After the intervention, the quality of life score and 1-year survival rate were higher in the intervention group than in the control group. Sarcopenia is one primary factor leading to lower quality of life in MHD patients (17). A TTM-based diet nursing intervention can exercise a variety of nursing intervention modes according to the different stages of patient diet behavior change, so as to optimize the diet management effect. WeChat features immediacy and interaction, which can enable timely communication between nurses and patients, and the sent nursing information can be consulted by patients at any time. Peer support education can promote the formation of positive imitation behavior in MHD patients through demonstration effect. Family support can make patients feel cared for and valued, which can improve their psychological state, and facilitate the supervision of patient behavior change. Previous studies have shown (18) that a TTM-based nursing intervention can reduce blood potassium intake and effectively improve diet behavior (18). With correct and positive diet behavior construction, patients can access a more adequate nutrition, thereby reducing the incidence of malnutrition, preventing sarcopenia, and improving quality of life and the survival rate.
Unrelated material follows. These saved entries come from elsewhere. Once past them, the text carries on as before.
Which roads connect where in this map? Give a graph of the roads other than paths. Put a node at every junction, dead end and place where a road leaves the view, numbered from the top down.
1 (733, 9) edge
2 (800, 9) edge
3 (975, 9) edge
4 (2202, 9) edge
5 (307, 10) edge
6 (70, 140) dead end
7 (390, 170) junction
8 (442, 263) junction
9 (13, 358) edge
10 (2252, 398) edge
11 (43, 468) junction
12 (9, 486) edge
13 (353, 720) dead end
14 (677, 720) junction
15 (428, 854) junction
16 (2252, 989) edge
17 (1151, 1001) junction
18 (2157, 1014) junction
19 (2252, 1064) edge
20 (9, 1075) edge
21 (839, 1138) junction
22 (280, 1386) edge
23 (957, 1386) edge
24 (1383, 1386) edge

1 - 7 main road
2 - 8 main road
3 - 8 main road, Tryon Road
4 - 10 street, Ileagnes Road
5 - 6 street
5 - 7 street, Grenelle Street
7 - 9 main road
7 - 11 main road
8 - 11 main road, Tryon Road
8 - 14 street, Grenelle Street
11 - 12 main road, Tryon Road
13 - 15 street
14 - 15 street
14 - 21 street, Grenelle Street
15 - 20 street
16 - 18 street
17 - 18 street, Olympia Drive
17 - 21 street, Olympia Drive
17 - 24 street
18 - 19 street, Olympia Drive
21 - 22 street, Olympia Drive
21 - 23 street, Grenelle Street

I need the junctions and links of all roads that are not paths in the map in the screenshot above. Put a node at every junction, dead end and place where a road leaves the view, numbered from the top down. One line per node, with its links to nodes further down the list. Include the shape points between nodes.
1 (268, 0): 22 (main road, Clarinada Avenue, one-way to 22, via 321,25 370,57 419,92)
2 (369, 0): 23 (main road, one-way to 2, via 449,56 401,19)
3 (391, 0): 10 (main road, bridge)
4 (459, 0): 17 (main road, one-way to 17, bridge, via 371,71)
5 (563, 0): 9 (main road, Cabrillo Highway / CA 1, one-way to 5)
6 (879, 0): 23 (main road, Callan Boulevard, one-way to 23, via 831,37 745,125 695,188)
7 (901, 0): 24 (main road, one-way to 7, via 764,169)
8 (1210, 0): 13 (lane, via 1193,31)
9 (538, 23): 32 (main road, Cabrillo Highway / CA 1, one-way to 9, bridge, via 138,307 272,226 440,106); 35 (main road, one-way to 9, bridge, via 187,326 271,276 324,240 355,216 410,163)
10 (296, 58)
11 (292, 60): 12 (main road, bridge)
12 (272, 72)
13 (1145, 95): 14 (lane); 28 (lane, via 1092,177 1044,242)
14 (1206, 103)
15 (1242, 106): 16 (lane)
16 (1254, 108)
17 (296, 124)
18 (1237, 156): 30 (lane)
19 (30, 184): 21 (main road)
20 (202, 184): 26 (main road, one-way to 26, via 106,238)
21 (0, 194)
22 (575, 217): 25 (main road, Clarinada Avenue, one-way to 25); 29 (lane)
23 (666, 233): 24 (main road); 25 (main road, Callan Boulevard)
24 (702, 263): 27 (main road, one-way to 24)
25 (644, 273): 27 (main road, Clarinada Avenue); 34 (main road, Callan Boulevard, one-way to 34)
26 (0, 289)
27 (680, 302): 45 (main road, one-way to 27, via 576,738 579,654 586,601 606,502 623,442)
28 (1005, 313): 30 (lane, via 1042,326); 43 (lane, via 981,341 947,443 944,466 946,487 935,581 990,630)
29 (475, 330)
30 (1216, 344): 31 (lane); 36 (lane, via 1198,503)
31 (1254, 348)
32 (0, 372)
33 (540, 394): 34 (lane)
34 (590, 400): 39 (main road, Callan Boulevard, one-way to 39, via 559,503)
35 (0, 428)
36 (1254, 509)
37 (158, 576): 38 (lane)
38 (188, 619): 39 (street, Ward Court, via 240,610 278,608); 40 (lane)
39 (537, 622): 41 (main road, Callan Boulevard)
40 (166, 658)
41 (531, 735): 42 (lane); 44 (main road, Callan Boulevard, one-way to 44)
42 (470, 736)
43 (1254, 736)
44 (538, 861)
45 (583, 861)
In conclusion, a TTM-based diet nursing intervention can help improve diet management behavior of MHD patients, prevent malnutrition, reduce the incidence of sarcopenia, and improve their quality of life and survival rate. However, there are still some limitations. For example, if the cases from only one hospital are collected, the homogeneity of the included population is relatively high, which may affect the extrapolation of study results. And due to the short intervention time in this study, it is impossible to observe the long-term effect of a TTM-based diet nursing intervention in the diet management of MHD patients. In the later stage, the intervention and follow-up time can be conducted in a multicenter study and further extended, the sample size can be enlarged, and continuous guidance can be provided for patient diet management with the help of mobile health care.